**PROMPT**
What are the lines of the listing below, word for word, from the first down to the one that contains "Road topology of"?

****************

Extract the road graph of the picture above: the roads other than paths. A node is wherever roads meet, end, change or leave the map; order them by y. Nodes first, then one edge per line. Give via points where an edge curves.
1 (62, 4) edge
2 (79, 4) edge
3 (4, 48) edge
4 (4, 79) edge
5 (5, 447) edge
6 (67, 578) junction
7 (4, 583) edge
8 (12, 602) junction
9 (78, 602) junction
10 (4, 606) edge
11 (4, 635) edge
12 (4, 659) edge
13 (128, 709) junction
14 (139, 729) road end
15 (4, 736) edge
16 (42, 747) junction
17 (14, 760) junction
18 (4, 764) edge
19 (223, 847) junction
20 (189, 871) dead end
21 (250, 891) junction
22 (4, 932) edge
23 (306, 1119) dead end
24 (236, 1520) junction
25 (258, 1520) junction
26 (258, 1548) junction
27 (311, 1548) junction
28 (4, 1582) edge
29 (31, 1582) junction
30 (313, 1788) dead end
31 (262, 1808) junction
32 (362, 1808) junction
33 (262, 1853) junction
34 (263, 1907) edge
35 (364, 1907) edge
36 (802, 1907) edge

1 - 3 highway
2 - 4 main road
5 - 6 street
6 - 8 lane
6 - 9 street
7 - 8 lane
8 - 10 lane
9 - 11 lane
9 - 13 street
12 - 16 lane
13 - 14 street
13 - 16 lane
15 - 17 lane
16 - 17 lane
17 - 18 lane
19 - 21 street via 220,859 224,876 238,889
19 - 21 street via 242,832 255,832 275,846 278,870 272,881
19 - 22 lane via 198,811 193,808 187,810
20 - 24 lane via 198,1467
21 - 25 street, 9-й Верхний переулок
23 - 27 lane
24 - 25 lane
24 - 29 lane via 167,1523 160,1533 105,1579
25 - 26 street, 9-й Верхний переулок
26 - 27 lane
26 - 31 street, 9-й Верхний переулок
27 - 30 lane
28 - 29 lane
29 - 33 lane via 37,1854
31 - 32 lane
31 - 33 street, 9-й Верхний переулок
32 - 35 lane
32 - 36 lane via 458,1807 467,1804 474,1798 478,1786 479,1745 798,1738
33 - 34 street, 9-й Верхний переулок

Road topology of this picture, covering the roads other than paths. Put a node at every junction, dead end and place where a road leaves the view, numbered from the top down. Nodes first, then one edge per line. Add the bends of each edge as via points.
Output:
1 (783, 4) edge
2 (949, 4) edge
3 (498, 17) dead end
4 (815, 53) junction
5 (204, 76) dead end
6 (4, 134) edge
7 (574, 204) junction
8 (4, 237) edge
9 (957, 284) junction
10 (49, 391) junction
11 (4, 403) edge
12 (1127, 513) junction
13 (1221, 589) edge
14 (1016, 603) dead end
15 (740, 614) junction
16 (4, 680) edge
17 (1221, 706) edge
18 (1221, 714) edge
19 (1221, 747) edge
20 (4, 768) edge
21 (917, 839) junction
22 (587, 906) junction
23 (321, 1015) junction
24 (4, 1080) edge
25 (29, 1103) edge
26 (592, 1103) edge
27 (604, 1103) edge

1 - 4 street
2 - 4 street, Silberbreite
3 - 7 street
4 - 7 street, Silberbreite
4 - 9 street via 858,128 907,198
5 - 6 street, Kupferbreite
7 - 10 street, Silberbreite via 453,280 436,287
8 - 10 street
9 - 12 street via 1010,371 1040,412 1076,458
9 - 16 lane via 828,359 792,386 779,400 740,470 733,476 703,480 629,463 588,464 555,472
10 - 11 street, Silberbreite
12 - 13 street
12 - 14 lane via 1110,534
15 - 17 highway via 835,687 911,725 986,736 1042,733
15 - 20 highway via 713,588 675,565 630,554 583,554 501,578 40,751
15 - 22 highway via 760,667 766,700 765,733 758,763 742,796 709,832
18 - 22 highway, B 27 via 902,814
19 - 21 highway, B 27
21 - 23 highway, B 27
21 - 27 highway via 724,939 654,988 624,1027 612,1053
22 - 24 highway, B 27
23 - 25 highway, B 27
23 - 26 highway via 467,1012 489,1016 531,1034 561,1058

****************

**RESPONSE TO THIS TASK**
Extract the road graph of the picture above: the roads other than paths. A node is wherever roads meet, end, change or leave the map; order them by y. Nodes first, then one edge per line. Give via points where an edge curves.
1 (62, 4) edge
2 (79, 4) edge
3 (4, 48) edge
4 (4, 79) edge
5 (5, 447) edge
6 (67, 578) junction
7 (4, 583) edge
8 (12, 602) junction
9 (78, 602) junction
10 (4, 606) edge
11 (4, 635) edge
12 (4, 659) edge
13 (128, 709) junction
14 (139, 729) road end
15 (4, 736) edge
16 (42, 747) junction
17 (14, 760) junction
18 (4, 764) edge
19 (223, 847) junction
20 (189, 871) dead end
21 (250, 891) junction
22 (4, 932) edge
23 (306, 1119) dead end
24 (236, 1520) junction
25 (258, 1520) junction
26 (258, 1548) junction
27 (311, 1548) junction
28 (4, 1582) edge
29 (31, 1582) junction
30 (313, 1788) dead end
31 (262, 1808) junction
32 (362, 1808) junction
33 (262, 1853) junction
34 (263, 1907) edge
35 (364, 1907) edge
36 (802, 1907) edge

1 - 3 highway
2 - 4 main road
5 - 6 street
6 - 8 lane
6 - 9 street
7 - 8 lane
8 - 10 lane
9 - 11 lane
9 - 13 street
12 - 16 lane
13 - 14 street
13 - 16 lane
15 - 17 lane
16 - 17 lane
17 - 18 lane
19 - 21 street via 220,859 224,876 238,889
19 - 21 street via 242,832 255,832 275,846 278,870 272,881
19 - 22 lane via 198,811 193,808 187,810
20 - 24 lane via 198,1467
21 - 25 street, 9-й Верхний переулок
23 - 27 lane
24 - 25 lane
24 - 29 lane via 167,1523 160,1533 105,1579
25 - 26 street, 9-й Верхний переулок
26 - 27 lane
26 - 31 street, 9-й Верхний переулок
27 - 30 lane
28 - 29 lane
29 - 33 lane via 37,1854
31 - 32 lane
31 - 33 street, 9-й Верхний переулок
32 - 35 lane
32 - 36 lane via 458,1807 467,1804 474,1798 478,1786 479,1745 798,1738
33 - 34 street, 9-й Верхний переулок

Road topology of this picture, covering the roads other than paths. Put a node at every junction, dead end and place where a road leaves the view, numbered from the top down. Nodes first, then one edge per line. Add the bends of each edge as via points.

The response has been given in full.